NTSB Identification: SEA01FA070.
The docket is stored in the Docket Management System (DMS). Please contact Records Management Division
Accident occurred Tuesday, April 10, 2001 in Fairfield, WA
Probable Cause Approval Date: 02/20/2002
Aircraft: Cessna 182P, registration: N21565
Injuries: 2 Fatal.
NTSB investigators either traveled in support of this investigation or conducted a significant amount of investigative work without any travel, and used data obtained from various sources to prepare this aircraft accident report.
In a telephone call to the Seattle Automated Flight Service Station (AFSS) about 20 minutes before departure, the pilot asked for the current conditions for the departure and destination airports. Both airports were reporting marginal visual flight rules (VFR) conditions, with conditions worse at the destination. The ceilings at both locations were lower than forecast at the time of the call, and were forecast to lower during the planned flight. When offered terminal forecasts and other weather information by the briefer, the pilot declined. Shortly thereafter, the flight departed under VFR during dark night conditions; no flight plan was filed and no air traffic services were provided. While flying toward the destination at low altitude, the flight encountered an area of rapidly deteriorating weather including low ceilings, rain, and snow. The airplane subsequently struck a stand of trees, separating its left wing, and crashed. Post-accident examinations of the aircraft and engine did not reveal any evidence of pre-impact mechanical or structural defects with the aircraft or engine.
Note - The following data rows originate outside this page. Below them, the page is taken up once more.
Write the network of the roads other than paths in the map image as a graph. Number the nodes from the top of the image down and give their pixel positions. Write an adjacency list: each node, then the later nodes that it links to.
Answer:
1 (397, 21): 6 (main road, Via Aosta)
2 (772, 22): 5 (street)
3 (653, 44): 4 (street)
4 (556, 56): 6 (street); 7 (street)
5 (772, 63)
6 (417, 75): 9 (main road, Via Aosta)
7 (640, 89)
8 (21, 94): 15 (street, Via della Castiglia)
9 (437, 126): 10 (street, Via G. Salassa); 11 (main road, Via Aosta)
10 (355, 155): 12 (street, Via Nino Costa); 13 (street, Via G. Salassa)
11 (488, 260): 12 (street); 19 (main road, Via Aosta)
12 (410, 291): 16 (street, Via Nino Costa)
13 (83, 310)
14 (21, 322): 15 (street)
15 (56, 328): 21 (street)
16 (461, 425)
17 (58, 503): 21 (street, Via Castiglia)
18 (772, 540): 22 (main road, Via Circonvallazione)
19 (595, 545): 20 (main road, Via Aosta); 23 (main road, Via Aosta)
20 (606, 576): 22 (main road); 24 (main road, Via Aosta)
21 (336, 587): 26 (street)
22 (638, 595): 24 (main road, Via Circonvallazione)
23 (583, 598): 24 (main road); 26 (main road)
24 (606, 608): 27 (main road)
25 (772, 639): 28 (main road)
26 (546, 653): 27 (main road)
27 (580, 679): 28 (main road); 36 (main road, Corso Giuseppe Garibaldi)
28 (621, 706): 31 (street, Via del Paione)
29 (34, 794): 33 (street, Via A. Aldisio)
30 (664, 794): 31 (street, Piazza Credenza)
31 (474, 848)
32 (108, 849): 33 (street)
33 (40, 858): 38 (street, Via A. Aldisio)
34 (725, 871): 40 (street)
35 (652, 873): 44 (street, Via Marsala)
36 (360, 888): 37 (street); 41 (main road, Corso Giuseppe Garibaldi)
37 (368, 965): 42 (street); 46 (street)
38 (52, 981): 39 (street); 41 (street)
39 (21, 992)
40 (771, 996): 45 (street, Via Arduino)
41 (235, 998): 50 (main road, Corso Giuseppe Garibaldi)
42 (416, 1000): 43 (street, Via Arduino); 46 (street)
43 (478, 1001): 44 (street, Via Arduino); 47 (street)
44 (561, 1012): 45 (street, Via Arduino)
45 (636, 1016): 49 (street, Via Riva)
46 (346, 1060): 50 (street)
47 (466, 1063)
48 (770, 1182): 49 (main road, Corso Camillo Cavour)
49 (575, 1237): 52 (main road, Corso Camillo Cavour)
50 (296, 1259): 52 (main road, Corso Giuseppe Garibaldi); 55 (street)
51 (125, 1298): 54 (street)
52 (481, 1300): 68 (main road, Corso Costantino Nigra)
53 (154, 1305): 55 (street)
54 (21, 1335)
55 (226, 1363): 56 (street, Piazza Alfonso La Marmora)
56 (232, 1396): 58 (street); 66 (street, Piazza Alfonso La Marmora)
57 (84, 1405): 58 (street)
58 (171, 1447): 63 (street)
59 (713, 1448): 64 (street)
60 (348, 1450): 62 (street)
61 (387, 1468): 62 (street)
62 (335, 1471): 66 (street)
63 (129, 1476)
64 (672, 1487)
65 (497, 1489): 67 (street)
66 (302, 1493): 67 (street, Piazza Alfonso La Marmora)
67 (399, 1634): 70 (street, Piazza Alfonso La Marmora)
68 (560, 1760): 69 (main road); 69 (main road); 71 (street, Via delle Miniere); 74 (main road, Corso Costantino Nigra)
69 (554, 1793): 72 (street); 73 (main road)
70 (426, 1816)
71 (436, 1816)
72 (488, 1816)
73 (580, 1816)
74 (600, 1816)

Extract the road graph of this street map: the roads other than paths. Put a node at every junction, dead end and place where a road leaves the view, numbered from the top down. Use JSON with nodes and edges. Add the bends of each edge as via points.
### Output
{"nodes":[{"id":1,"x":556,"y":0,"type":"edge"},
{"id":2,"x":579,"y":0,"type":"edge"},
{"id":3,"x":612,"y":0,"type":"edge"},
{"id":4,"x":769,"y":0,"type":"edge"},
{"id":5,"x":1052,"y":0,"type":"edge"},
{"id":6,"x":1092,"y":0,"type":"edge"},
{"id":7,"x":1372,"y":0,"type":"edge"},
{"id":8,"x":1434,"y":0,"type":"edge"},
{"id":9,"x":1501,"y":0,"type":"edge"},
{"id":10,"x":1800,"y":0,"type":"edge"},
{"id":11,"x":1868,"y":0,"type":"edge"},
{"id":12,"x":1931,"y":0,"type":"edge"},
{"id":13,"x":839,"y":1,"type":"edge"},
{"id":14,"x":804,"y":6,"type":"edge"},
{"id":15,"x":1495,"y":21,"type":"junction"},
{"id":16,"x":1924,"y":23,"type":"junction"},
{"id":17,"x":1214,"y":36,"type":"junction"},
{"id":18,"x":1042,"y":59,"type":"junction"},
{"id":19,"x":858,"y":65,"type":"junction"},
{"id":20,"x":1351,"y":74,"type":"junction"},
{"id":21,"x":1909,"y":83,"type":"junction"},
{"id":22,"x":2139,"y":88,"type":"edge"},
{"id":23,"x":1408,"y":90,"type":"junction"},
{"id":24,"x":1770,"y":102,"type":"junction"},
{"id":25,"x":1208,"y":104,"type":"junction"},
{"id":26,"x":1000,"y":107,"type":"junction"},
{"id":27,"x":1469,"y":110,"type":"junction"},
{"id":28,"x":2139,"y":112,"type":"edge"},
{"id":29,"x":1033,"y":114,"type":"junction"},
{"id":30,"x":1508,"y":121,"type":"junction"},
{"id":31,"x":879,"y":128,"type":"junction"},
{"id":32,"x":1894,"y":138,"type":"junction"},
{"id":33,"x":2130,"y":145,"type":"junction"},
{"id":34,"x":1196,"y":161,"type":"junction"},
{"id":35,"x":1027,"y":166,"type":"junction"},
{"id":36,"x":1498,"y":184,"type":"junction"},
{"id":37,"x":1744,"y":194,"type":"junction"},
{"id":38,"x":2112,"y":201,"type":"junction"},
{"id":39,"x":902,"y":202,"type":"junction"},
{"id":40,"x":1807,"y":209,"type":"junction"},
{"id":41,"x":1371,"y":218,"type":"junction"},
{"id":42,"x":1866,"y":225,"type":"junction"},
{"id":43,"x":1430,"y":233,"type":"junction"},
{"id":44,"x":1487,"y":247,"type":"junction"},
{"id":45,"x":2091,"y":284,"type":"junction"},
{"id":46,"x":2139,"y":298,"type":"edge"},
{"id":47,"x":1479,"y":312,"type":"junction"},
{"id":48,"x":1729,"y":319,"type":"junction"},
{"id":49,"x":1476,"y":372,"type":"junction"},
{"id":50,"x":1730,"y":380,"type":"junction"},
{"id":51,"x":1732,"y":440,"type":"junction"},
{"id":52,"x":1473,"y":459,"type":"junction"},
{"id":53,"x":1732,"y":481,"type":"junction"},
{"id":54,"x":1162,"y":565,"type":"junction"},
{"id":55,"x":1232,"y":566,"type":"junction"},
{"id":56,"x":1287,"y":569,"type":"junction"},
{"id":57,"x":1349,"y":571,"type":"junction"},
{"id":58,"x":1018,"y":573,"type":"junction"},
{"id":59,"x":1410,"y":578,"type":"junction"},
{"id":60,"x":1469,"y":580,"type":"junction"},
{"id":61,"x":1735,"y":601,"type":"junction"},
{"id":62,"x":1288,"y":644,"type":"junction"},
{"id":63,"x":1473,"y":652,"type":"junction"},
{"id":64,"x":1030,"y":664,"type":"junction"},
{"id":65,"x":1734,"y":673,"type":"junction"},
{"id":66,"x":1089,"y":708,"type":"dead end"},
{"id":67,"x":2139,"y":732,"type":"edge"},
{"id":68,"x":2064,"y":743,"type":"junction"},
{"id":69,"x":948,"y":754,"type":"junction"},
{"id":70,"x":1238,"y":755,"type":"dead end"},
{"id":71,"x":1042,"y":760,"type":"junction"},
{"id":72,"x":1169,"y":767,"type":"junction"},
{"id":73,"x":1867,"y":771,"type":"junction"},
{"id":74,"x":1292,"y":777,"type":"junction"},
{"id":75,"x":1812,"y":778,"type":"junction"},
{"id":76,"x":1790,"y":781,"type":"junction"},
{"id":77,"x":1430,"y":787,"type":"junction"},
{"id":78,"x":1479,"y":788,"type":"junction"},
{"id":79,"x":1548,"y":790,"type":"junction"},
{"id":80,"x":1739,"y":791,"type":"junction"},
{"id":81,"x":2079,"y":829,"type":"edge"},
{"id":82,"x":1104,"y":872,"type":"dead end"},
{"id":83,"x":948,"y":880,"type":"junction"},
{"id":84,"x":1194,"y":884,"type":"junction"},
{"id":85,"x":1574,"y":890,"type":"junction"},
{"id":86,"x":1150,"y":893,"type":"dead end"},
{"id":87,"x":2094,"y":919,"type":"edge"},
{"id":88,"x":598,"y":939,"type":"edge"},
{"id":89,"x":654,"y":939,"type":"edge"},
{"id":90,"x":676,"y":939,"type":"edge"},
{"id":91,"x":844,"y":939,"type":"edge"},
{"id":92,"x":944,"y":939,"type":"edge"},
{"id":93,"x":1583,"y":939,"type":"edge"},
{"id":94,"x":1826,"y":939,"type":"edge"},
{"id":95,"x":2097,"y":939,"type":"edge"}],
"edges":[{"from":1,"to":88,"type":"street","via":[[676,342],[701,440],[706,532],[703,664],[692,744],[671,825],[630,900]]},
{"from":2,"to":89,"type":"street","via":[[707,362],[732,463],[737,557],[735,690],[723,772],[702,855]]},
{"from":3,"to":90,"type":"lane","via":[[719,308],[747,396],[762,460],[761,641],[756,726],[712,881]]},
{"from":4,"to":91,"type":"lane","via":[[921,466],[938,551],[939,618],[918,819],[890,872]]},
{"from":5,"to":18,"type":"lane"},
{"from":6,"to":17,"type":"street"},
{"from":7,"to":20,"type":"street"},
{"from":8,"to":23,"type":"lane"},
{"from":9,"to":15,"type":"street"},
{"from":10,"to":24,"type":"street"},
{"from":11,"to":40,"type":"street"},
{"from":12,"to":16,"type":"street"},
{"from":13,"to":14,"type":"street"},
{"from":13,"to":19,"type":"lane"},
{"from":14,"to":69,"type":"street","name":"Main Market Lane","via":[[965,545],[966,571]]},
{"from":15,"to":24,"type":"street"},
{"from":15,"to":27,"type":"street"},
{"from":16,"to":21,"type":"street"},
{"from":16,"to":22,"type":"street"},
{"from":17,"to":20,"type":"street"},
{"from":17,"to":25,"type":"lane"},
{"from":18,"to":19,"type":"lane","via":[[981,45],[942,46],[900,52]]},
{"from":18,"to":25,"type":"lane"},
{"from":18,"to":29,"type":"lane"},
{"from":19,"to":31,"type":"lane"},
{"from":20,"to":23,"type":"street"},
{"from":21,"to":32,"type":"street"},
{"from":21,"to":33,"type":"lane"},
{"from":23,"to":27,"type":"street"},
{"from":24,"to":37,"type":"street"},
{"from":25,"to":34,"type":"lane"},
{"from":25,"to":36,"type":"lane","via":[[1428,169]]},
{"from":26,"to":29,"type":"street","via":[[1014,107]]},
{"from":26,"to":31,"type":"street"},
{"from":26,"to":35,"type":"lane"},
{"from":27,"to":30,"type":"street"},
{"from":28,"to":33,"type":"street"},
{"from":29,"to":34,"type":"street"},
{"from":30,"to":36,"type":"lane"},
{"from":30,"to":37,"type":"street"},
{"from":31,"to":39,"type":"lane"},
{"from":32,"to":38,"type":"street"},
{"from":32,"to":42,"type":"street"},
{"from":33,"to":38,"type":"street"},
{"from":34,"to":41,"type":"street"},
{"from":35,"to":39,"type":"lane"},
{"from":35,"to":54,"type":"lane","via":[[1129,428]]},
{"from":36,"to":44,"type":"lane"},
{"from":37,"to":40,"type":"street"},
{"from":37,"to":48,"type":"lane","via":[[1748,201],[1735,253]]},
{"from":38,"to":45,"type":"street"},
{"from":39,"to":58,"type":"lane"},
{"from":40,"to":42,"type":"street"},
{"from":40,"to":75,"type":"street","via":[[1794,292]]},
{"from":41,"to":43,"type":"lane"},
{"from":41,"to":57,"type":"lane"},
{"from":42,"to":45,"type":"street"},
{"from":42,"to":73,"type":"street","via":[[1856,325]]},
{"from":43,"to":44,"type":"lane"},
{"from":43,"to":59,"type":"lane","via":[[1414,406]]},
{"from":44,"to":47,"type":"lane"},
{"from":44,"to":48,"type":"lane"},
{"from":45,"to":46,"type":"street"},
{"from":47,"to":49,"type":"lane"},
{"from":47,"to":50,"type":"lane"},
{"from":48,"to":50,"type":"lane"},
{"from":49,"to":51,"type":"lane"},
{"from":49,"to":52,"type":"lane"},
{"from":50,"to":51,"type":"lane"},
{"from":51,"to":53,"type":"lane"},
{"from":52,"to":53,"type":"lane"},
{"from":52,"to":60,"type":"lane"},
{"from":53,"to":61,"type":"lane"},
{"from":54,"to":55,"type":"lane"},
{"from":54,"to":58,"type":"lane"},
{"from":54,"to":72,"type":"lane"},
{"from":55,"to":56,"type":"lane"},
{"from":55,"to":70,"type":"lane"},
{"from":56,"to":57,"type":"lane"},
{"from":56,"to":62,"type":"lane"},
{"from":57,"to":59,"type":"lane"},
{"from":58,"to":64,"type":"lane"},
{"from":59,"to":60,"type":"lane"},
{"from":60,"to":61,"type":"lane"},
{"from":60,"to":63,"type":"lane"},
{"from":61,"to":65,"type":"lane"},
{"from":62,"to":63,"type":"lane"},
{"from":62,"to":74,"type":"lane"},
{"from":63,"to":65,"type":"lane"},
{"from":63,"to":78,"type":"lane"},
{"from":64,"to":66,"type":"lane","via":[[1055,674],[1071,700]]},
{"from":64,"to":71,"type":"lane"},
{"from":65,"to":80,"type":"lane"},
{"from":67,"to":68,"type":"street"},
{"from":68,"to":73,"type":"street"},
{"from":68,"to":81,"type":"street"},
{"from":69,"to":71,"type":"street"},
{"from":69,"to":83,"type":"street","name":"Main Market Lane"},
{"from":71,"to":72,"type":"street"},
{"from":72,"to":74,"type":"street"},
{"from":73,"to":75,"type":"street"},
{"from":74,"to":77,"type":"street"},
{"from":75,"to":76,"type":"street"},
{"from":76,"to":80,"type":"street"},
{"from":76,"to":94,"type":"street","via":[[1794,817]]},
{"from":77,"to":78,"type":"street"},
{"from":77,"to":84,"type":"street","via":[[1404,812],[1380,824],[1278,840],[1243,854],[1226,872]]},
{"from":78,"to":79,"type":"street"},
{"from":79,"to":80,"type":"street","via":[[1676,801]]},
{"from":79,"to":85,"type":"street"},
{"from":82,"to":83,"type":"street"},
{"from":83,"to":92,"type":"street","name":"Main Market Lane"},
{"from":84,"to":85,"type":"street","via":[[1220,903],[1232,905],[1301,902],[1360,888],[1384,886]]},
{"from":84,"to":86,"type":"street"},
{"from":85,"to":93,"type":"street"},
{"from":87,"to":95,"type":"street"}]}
The aircraft's emergency locator transmitter (ELT) did not activate in the crash; the flight was not reported missing for several hours and was not located until several hours after being reported missing. Investigators found the switch on the ELT, whose battery had been changed 2 months before the accident, in the OFF position in the wreckage. The ELT functioned as designed when checked with the switch in the ON and ARMED positions.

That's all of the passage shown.